Have you ever wondered if there’s a natural way to lower your high blood pressure, guard against Alzheimer's, lose weight, and feel better? Well as it turns out there is. Michael Greger, M.D. FACLM, founder of NutritionFacts.org, and author of the instant New York Times bestseller “How Not to Die” celebrates evidence-based nutrition to add years to our life and life to our years.

Do Stents Work? Part 2

Do Stents Work? Part 2

Are doctors killing or stroking out thousands of people a year for nothing? Here are some answers.

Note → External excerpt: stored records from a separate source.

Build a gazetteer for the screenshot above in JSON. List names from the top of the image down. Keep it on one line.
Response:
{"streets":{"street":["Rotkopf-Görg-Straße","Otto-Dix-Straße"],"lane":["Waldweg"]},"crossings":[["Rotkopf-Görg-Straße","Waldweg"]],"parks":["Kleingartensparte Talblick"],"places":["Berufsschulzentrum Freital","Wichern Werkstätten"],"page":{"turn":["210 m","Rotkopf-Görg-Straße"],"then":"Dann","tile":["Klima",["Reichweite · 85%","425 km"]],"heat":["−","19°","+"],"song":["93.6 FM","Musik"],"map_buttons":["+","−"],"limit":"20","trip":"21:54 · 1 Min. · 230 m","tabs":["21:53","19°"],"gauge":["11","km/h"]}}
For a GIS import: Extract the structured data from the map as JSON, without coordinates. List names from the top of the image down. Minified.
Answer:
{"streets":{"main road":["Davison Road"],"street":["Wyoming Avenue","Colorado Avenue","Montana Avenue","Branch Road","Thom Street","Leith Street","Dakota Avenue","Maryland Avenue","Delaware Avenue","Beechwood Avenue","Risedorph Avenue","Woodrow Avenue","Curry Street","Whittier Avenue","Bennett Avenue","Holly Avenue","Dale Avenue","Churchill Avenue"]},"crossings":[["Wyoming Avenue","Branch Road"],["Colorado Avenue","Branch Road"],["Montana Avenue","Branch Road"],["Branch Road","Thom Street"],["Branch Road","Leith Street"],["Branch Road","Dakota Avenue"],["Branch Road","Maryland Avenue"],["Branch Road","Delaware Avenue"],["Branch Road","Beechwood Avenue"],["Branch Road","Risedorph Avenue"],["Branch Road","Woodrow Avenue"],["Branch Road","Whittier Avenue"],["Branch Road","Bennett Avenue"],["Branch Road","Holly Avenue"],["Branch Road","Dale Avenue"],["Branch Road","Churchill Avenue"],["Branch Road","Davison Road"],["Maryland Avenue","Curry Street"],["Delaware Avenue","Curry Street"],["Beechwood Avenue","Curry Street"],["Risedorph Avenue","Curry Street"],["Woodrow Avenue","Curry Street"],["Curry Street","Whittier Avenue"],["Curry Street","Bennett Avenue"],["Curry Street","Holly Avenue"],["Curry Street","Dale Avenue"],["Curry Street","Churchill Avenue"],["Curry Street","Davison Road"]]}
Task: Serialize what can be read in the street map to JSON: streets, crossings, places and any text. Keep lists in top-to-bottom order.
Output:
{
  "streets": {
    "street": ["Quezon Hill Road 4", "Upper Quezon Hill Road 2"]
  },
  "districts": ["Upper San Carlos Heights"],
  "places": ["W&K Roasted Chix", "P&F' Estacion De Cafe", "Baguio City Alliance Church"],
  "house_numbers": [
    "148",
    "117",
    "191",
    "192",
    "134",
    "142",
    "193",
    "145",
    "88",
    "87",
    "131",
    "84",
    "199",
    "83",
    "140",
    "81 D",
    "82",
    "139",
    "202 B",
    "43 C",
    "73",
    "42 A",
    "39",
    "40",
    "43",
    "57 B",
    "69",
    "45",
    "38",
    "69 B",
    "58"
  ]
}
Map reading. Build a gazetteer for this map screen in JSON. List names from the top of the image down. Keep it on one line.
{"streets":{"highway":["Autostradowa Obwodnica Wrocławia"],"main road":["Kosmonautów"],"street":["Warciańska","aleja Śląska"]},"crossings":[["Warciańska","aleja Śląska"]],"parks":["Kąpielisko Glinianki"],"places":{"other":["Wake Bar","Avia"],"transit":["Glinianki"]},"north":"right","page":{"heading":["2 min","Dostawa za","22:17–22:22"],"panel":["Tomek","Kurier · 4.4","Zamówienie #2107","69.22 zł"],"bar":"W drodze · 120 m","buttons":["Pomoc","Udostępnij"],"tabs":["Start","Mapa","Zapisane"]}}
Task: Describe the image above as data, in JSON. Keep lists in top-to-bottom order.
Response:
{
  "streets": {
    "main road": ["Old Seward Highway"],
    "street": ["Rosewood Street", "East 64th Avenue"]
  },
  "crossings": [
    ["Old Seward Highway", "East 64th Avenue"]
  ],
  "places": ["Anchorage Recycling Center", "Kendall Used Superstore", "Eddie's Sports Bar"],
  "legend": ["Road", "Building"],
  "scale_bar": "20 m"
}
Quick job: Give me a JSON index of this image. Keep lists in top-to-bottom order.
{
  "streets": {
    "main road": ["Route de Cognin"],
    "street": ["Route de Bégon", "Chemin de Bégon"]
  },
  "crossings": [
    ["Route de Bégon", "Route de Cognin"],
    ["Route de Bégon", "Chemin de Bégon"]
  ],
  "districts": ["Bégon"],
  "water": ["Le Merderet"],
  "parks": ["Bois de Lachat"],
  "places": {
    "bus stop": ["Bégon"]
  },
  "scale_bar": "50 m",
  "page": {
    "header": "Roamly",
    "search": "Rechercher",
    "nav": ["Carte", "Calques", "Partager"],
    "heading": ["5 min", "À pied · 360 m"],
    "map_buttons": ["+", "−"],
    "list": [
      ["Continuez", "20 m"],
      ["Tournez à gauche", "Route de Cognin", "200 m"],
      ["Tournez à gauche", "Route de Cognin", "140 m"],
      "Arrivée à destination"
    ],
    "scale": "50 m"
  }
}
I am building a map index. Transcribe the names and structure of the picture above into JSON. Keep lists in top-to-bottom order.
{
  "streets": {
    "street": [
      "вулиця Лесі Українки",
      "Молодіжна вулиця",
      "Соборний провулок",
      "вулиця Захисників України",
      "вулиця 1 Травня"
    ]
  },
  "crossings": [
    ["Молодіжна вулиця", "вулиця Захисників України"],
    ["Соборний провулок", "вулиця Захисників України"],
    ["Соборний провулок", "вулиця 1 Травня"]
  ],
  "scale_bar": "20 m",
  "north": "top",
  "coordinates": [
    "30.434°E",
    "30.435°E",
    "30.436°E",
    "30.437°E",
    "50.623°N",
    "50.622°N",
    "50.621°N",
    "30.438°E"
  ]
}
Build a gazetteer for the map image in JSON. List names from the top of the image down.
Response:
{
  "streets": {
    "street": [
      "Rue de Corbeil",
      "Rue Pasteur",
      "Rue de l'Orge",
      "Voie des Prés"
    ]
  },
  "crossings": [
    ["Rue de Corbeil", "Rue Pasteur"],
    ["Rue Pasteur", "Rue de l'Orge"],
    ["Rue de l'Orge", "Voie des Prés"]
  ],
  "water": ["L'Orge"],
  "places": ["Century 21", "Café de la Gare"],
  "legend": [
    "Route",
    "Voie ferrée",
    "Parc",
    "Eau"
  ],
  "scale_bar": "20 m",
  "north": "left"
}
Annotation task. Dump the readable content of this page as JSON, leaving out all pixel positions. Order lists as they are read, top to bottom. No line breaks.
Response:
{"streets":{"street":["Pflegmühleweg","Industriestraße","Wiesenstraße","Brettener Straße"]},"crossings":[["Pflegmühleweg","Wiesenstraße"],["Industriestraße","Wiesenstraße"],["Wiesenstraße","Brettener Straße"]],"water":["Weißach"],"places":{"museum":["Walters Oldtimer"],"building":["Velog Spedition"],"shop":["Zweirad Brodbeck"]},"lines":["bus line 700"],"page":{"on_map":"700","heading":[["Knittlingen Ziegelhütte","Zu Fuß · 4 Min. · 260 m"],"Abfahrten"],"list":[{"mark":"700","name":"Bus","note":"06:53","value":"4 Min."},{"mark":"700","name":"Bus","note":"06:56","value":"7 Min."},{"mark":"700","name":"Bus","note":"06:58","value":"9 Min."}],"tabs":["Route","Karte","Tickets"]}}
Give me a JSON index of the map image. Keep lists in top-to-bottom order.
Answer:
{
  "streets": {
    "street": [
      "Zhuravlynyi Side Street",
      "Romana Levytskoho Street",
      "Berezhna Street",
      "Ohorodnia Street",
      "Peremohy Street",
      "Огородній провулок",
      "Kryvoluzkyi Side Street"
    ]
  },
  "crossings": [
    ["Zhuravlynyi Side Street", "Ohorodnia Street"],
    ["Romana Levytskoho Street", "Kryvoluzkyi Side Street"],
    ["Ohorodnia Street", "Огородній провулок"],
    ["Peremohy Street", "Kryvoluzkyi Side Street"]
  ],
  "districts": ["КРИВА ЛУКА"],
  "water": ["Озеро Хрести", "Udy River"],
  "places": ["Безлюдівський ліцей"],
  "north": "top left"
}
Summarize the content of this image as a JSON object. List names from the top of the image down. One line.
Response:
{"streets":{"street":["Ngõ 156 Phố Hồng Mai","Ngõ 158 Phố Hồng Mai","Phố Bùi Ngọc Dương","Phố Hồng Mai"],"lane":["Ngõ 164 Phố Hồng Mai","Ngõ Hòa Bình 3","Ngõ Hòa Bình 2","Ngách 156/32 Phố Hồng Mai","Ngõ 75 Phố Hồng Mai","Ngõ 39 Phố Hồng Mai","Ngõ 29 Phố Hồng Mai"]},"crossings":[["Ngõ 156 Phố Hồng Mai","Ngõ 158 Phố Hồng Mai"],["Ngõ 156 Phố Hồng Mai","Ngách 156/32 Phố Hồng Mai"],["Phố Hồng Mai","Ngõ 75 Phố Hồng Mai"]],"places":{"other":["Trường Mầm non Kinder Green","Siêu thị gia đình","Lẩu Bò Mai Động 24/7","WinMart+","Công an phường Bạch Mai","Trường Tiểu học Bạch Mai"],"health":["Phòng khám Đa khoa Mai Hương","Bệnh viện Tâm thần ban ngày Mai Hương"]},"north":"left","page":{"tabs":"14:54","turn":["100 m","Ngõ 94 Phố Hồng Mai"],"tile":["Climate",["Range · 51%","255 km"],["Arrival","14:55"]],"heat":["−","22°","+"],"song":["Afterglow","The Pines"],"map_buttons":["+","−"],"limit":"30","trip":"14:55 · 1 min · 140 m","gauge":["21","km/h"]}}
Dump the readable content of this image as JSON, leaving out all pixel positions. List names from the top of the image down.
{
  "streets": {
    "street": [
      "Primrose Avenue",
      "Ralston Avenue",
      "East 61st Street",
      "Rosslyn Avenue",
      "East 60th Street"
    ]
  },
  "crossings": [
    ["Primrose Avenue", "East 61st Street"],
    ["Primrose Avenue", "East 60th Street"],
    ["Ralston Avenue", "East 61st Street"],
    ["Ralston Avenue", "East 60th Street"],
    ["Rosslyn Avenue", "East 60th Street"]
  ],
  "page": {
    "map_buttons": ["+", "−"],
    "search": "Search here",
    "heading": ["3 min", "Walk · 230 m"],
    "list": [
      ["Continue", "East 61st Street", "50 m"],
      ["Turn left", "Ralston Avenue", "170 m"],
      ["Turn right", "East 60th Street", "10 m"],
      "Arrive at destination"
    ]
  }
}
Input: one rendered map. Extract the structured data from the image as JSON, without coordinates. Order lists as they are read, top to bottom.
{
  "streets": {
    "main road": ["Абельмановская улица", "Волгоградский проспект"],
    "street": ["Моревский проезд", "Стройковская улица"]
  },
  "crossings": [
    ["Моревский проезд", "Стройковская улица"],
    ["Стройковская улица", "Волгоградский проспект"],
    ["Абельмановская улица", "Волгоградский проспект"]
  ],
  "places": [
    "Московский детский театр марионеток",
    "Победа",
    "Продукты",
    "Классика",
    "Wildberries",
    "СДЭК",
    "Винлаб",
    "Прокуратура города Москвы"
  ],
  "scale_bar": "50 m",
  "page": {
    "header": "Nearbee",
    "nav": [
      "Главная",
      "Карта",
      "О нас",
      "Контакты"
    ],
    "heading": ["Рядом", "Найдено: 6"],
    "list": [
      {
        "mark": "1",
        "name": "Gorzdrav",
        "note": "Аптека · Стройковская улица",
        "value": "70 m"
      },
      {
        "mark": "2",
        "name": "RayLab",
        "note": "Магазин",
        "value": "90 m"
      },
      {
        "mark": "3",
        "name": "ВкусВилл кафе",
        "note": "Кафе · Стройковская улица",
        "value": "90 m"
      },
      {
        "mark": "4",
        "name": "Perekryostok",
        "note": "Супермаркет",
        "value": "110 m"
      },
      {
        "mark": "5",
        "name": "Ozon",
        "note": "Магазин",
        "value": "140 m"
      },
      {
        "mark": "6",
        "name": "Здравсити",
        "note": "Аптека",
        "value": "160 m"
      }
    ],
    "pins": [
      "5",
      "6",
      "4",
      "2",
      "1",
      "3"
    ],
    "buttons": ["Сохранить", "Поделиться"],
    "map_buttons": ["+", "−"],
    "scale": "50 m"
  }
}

This episode features audio from The Risks of Heart Stents, Angioplasty Heart Stent Risks vs. Benefits, and Do Heart Stent Procedures Work for Angina Chest Pain?. Visit the video pages for all sources and doctor’s notes related to this podcast.

Discuss

Did you ever wonder if the food you eat has a direct effect on your health, well-being – and longevity?  Well, I’m here to end that mystery.  You ARE the foods you eat.  Welcome to the Nutrition Facts podcast – I’m your host, Dr. Michael Greger.

Today – we have part two in our series on stents – for patients with coronary artery disease. And we start by asking – why are doctors killing or stroking out thousands of people a year for a procedure that offers little benefit? Here are some answers.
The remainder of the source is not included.